Amet 01, BALI, PHOTO BY EFENDY BONG

Pernahkah kau dengar kisan tentang Tulamben yang terletak di sebelah timur? Para penyelam kelas dunia sudah sering mendengarnya dan akan kuceritakan juga untukmu.

Setelah selesai menyusur by pass Prof. IB Mantra kau akan menyusur sisi timur Bali melewati jalanan berliku di Karangasem. Turis-turis asing duduk di dalam mobil putih lalu lalang di sana menuju ke Pelabuhan Padang Bai lalu menyeberang ke Lombok. Akan kuceritakan lain waktu tentang Padang Bai tapi kita lanjutkan dulu berkelok naik turun ke utara melewati punggung Gunung Agung dan lahar yang sudah membatu. Saat melihat gerbang selamat datang dengan ukiran penyelam, saat itulah kau sudah memasuki Tulamben.

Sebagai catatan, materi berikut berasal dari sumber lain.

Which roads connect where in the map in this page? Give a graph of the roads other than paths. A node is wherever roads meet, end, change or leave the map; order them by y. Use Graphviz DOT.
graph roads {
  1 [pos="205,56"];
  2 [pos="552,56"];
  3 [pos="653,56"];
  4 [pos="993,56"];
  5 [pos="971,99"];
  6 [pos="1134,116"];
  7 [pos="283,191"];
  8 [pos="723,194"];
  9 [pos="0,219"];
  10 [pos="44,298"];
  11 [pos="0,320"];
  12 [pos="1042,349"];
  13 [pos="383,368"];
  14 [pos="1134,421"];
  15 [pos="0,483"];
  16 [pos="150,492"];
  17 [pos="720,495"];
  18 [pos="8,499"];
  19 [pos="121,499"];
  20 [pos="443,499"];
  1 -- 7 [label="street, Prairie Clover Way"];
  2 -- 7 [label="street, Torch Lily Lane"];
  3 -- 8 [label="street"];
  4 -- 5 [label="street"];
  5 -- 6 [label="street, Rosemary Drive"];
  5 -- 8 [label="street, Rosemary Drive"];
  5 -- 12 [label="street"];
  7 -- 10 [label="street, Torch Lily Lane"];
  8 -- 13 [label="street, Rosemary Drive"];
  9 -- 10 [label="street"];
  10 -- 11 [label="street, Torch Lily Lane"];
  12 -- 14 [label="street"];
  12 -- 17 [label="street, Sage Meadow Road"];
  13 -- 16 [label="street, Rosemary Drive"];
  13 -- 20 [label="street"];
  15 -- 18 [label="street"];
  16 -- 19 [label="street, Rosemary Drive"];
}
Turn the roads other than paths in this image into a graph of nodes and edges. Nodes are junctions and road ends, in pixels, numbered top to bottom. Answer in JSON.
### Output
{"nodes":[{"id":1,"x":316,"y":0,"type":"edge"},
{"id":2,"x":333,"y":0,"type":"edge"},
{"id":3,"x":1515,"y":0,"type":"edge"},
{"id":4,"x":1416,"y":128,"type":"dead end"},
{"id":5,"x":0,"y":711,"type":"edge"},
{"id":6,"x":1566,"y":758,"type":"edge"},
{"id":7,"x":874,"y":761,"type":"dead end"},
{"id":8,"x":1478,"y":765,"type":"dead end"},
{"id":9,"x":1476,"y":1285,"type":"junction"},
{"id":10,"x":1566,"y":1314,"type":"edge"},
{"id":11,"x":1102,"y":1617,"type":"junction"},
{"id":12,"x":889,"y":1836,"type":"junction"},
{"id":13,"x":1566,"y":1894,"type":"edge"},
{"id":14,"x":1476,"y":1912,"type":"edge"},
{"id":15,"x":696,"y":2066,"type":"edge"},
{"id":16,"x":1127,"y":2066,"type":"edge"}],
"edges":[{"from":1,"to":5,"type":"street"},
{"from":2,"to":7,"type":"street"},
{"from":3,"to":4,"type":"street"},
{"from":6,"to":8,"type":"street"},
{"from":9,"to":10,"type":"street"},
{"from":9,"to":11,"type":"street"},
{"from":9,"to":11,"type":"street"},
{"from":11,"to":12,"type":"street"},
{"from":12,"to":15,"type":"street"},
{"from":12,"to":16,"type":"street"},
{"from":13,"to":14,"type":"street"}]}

Jauh-jauh orang datang ke sini untuk menyelam. Kau masih ingat Ian dan Karina dari Jerman? Atau Susan dan Belinda dari Australia? Kotamu jadi terasa begitu dekat dibanding jarak yang sudah mereka tempuh untuk menuju ke sini. Saat sopir sudah berbelok ke kanan menuju Hotel Paradise kau sudah bisa melihat laut biru membentang di depan. Aneh sekali saat pertama melihatnya, seperti tidak ada apa-apa di sana. Pantai dipenuhi dengan batu-batu hitam elips sebesar kepalan tangan, ada pohon besar memayung di pinggirnya, restoran yang ramai dengan orang bertelanjang dada dan separuh wetsuit menggantung di belakang, atau paling-paling sekelompok orang berenang tak jauh dari bibir pantai. Jangan terkecoh. Pemandangan sebenarnya ada di bawah air.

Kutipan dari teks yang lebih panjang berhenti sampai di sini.